Known hypersensitivity to betaxolol or any ingredient in the formulation.

Sinus bradycardia, AV block greater than first degree, cardiogenic shock, or overt cardiac failure that is not adequately compensated (e.g., with cardiac glycosides and/or diuretics).

Warnings/Precautions

Warnings

Systemic Effects

May be absorbed systemically following topical application to the eye; consider the usual precautions associated with systemic use of β-adrenergic blocking agents when using topical betaxolol.

Cardiovascular Effects

Severe cardiac reactions, including death associated with cardiac failure, have been reported in patients receiving topical (ocular) betaxolol.

Minor effects on BP and heart rate reported.

Use with caution in patients with a history of cardiac failure or heart block. Discontinue therapy at the first sign or symptom of cardiac failure.

Respiratory Effects

Severe respiratory reactions, including death resulting from bronchospasm, have been reported in patients with asthma receiving topical (ocular) betaxolol.

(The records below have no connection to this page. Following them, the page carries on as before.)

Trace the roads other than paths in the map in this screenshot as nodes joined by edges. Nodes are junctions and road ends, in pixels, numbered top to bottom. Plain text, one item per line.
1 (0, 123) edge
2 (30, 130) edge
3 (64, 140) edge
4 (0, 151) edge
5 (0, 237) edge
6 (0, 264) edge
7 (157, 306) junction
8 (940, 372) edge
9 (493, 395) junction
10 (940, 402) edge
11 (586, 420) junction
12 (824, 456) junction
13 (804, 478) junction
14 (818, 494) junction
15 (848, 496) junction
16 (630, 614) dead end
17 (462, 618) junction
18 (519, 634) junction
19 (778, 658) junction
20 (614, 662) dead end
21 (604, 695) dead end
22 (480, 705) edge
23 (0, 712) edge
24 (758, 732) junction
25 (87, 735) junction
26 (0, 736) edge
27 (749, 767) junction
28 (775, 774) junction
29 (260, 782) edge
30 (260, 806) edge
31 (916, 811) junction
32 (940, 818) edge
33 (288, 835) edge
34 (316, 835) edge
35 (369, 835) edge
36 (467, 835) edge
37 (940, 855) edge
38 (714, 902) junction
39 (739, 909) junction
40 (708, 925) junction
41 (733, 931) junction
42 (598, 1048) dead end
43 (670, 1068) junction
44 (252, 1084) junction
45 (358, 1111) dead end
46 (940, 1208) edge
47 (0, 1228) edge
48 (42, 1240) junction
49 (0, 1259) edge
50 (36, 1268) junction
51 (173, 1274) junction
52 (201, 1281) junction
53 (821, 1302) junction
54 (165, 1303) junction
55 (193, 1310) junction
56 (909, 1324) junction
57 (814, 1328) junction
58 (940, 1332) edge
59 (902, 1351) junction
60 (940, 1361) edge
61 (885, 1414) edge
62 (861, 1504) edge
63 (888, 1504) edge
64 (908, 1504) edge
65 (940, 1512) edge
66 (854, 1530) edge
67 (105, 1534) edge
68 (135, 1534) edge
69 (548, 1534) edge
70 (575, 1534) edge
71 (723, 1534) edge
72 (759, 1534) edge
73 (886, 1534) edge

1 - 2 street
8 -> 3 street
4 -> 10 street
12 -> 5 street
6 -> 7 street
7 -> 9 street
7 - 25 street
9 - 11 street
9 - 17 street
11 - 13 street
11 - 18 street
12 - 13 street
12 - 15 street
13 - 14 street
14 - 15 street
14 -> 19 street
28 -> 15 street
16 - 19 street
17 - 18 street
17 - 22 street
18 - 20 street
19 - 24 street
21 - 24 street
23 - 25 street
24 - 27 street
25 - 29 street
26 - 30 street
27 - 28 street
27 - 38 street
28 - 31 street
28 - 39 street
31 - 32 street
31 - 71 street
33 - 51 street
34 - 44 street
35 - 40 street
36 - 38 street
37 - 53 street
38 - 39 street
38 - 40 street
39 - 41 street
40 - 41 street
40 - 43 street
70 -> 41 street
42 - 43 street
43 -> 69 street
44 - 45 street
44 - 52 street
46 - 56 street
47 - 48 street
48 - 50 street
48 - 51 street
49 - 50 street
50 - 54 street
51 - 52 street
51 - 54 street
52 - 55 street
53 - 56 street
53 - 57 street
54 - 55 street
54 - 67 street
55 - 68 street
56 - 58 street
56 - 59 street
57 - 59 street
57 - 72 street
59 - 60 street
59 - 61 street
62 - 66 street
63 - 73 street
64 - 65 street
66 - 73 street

Increased airway resistance and pulmonary distress (i.e., dyspnea, bronchospasm, thickened bronchial secretions, asthma, respiratory failure) reported. Use caution in patients with evidence of reactive airway disease on pulmonary function testing or excessive restriction of pulmonary function.

Sensitivity Reactions

History of Atopy or Anaphylactic Reactions

Possible increased reactivity to repeated accidental, diagnostic, or therapeutic challenges with a variety of allergens while taking β-adrenergic blocking agents. Such patients may be unresponsive to usual doses of epinephrine used to treat anaphylactic reactions.

General Precautions

Diabetes Mellitus

β-Adrenergic blocking agents may mask sings and symptoms of acute hypoglycemia; administer with caution in patients subject to spontaneous hypoglycemia and in diabetic patients (especially those with labile diabetes) who are receiving hypoglycemic agents.

Thyrotoxicosis

β-Adrenergic blocking agents may mask signs of hyperthyroidism (e.g., tachycardia).

Possible thyroid storm if β-adrenergic blocking agent is abruptly withdrawn; carefully monitor patients having or suspected of developing thyrotoxicosis.

Muscle Weakness

β-Adrenergic blocking agents reported to potentiate muscle weakness consistent with certain myasthenic symptoms (e.g., diplopia, ptosis, generalized weakness).

Betaxolol reported rarely to increase muscle weakness in patients with myasthenia gravis or myasthenia symptoms.

Major Surgery

Possible increased risks associated with general anesthesia (e.g., severe hypotension, difficulty restarting or maintaining heart beat) due to decreased ability of the heart to respond to reflex β-adrenergic stimuli. Some clinicians recommend gradual withdrawal of β-adrenergic blocking agents prior to elective surgery.

Angle-closure Glaucoma

Betaxolol has little to no effect on pupil size. Do not use alone in patients with angle-closure glaucoma; use only in combination with a miotic in these patients.

Specific Populations

Pregnancy

Category C.

Lactation

Distributed into milk. Caution advised if used in nursing women.

Pediatric Use

Safety and efficacy not established.

Geriatric Use

No substantial differences in safety and efficacy relative to younger adults.

Common Adverse Effects

Ocular stinging and discomfort on instillation.